EXERCISE BRIEF —
Go through the data below and copy each line that includes "Left".

[SUPPLIED DATA — start]

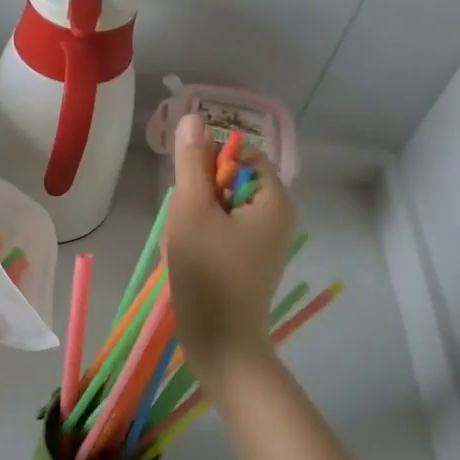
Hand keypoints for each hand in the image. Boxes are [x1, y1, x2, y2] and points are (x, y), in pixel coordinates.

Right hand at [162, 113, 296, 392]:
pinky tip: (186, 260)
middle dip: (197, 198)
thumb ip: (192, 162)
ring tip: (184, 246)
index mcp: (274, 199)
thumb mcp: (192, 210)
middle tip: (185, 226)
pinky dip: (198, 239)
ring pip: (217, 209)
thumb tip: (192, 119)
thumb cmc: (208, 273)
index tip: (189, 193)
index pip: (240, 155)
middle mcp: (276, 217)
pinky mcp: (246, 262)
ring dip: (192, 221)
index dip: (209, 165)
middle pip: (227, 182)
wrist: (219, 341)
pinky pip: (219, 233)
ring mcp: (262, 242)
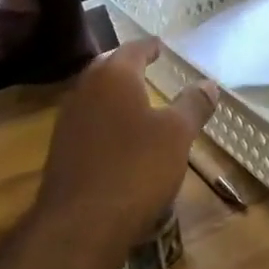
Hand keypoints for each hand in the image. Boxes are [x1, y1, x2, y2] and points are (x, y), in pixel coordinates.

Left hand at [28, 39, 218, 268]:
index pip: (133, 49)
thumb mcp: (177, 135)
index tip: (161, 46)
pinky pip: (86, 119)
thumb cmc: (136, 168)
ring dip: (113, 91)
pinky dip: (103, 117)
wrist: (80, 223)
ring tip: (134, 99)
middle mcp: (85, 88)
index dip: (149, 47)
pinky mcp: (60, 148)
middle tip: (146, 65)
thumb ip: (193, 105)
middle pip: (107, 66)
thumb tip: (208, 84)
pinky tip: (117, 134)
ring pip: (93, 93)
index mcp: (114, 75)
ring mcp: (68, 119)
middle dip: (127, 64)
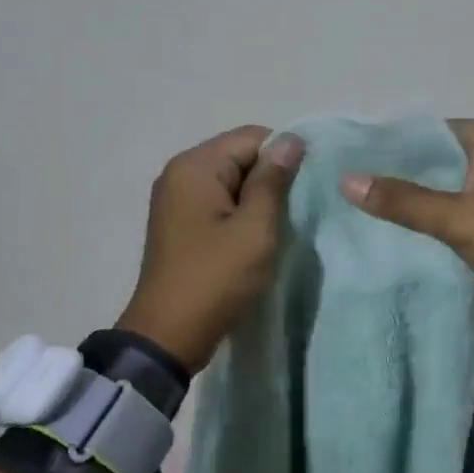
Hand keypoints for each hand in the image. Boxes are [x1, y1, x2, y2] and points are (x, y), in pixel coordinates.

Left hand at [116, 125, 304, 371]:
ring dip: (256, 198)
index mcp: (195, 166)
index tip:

[SUPPLIED DATA — finish]
[SUPPLIED DATA — start]

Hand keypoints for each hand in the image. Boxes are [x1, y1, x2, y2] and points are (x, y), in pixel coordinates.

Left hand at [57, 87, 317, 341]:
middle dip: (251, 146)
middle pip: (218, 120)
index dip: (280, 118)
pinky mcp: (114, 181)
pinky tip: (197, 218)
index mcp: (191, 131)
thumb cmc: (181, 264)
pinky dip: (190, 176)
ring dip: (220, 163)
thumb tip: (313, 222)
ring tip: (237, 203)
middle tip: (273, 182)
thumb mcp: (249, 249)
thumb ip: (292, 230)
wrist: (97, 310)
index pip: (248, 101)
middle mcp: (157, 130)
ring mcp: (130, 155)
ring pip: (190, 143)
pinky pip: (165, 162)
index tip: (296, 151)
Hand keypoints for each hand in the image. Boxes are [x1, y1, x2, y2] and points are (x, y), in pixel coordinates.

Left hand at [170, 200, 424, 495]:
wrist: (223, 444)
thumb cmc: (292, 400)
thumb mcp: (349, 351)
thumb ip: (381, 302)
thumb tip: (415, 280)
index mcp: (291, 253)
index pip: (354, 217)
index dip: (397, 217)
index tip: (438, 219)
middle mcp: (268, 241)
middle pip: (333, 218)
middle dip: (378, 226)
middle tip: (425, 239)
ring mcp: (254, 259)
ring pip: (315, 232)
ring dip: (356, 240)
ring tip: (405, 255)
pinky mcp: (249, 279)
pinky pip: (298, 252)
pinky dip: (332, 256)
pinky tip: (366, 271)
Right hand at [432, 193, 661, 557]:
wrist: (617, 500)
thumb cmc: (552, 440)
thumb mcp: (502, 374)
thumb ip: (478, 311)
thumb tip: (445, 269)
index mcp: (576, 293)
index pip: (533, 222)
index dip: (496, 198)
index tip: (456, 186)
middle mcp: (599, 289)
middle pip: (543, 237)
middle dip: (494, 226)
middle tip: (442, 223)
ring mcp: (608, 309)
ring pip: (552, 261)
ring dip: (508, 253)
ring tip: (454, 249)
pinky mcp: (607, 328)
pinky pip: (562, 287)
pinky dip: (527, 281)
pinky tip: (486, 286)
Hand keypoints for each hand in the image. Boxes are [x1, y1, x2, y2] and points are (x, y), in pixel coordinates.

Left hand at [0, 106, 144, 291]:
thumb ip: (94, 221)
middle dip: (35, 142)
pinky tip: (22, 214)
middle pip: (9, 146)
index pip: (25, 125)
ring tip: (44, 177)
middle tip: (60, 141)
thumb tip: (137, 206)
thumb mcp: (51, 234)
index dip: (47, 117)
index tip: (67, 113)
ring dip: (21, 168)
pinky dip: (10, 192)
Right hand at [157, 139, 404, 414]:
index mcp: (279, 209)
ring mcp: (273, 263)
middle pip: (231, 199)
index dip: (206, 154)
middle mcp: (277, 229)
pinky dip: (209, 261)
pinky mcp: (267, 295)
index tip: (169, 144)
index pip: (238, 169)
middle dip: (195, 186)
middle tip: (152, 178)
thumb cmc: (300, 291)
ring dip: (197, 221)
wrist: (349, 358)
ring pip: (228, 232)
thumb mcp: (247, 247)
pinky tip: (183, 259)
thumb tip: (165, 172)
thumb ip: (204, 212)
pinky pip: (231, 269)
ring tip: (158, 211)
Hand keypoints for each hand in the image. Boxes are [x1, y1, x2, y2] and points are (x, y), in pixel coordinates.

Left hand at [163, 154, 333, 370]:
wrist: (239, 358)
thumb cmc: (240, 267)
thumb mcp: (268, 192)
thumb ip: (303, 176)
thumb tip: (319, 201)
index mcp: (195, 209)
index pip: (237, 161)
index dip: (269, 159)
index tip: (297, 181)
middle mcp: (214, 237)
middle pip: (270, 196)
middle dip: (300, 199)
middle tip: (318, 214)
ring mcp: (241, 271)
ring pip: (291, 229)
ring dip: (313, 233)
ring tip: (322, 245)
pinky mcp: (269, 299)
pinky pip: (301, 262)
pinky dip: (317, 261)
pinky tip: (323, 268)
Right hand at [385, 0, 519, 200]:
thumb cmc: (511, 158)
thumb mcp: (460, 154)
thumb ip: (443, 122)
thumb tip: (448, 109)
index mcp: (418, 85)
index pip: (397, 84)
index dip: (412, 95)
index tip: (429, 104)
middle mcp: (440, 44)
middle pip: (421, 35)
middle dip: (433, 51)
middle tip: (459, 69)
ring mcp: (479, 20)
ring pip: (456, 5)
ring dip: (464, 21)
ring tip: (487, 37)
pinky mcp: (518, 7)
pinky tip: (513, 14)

[SUPPLIED DATA — finish]
[SUPPLIED DATA — start]

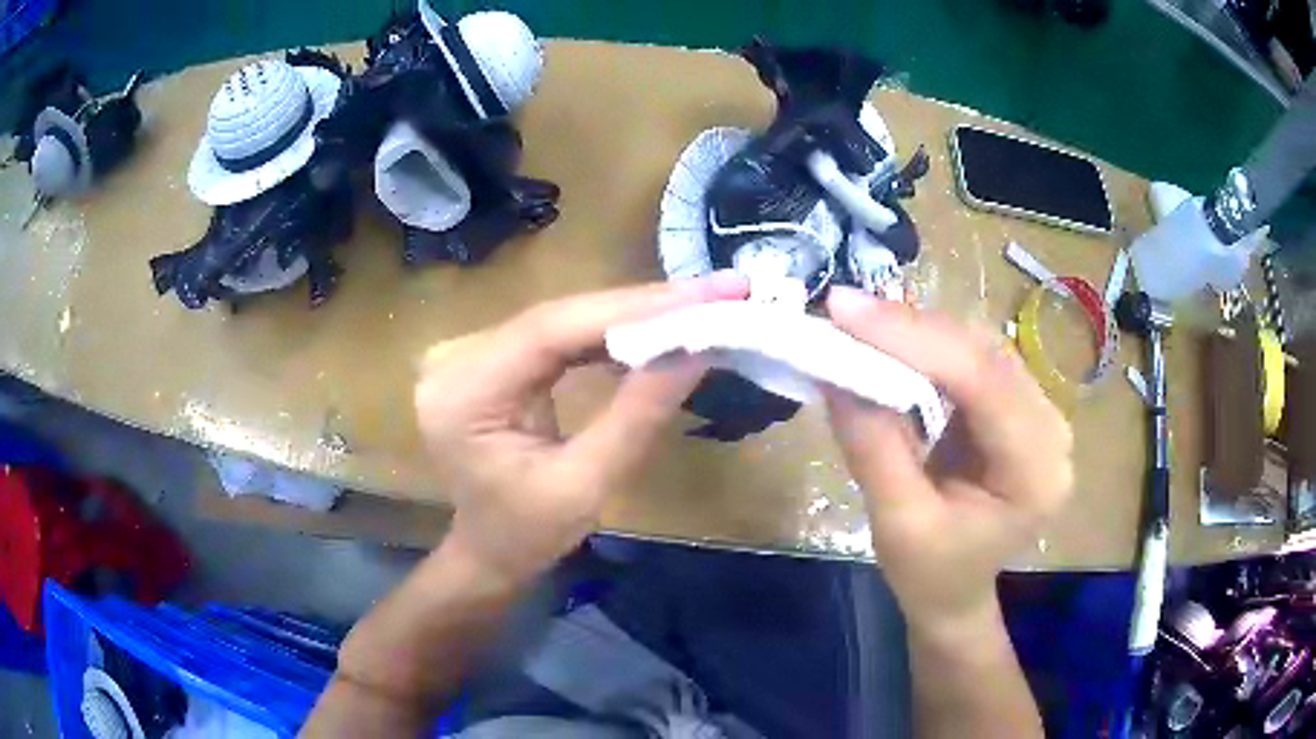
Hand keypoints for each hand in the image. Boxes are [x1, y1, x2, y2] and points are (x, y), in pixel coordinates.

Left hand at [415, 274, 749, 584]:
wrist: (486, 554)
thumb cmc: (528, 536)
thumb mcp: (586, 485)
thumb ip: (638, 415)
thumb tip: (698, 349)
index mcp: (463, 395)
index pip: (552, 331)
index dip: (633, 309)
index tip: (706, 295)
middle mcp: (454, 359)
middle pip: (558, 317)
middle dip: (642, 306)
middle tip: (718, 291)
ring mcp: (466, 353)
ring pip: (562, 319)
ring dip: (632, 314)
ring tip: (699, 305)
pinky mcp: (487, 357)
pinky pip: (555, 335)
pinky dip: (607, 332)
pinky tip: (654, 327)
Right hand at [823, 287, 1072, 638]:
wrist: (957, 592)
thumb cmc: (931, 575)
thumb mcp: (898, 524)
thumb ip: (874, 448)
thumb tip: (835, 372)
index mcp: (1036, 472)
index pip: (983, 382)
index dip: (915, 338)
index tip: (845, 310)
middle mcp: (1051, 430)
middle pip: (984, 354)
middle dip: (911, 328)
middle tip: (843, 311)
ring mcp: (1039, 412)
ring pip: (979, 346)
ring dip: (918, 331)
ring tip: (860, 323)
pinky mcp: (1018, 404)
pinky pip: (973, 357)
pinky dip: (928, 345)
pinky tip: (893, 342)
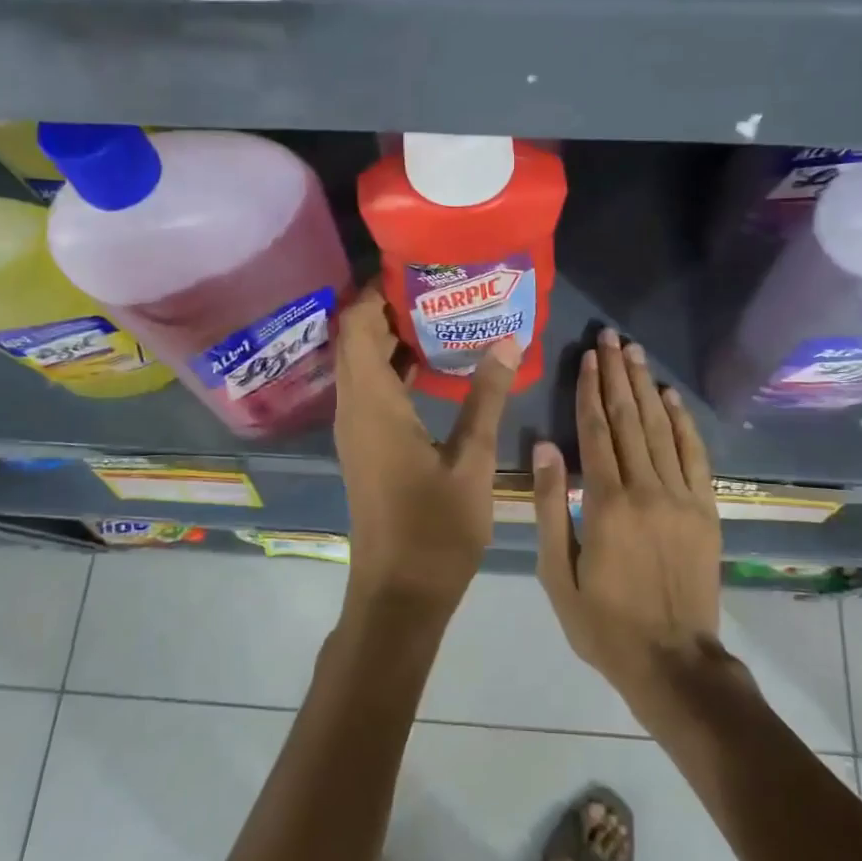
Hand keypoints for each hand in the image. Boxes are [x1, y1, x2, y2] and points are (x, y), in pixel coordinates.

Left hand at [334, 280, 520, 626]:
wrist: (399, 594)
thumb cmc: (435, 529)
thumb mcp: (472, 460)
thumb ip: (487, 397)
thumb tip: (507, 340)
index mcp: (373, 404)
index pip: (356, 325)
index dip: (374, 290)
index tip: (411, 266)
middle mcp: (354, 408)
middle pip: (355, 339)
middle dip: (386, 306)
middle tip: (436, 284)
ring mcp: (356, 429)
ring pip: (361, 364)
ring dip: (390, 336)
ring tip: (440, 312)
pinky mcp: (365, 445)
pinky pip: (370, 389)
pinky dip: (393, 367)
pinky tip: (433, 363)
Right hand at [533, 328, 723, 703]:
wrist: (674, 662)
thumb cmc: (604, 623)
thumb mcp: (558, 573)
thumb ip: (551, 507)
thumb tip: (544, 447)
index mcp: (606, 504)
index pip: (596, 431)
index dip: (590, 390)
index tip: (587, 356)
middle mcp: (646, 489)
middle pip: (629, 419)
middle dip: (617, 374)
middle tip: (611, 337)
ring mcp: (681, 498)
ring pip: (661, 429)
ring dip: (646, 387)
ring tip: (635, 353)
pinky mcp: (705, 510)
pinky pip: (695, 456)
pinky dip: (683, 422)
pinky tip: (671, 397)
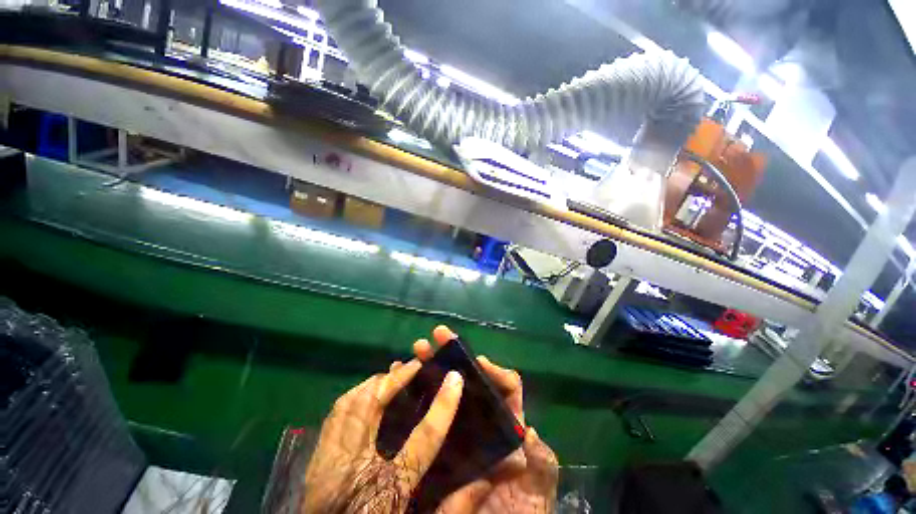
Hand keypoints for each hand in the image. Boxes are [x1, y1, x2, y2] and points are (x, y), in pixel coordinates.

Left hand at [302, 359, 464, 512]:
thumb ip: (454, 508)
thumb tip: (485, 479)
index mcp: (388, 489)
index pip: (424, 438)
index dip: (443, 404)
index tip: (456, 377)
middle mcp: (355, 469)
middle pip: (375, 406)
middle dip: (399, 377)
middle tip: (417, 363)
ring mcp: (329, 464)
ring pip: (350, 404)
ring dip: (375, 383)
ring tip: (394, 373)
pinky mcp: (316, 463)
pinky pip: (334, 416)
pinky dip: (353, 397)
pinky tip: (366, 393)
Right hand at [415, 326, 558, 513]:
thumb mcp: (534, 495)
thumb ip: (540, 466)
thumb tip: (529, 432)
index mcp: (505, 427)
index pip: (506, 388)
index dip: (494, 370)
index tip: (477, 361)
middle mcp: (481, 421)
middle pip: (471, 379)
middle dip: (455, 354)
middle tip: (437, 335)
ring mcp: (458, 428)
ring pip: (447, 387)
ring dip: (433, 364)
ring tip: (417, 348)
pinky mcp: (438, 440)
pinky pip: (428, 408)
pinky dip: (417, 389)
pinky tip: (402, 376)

[SUPPLIED DATA — finish]

WRITTEN SOLUTION —
Left hand at [28, 39, 218, 268]:
Left hand at [116, 125, 304, 371]:
Left hand at [57, 87, 317, 341]:
Left hand at [170, 200, 424, 495]:
Left hand at [0, 106, 144, 291]:
Left hand at [163, 154, 333, 370]:
Left hand at [415, 274, 749, 584]:
Left hand at [334, 280, 520, 626]:
Left hand at [302, 359, 464, 512]:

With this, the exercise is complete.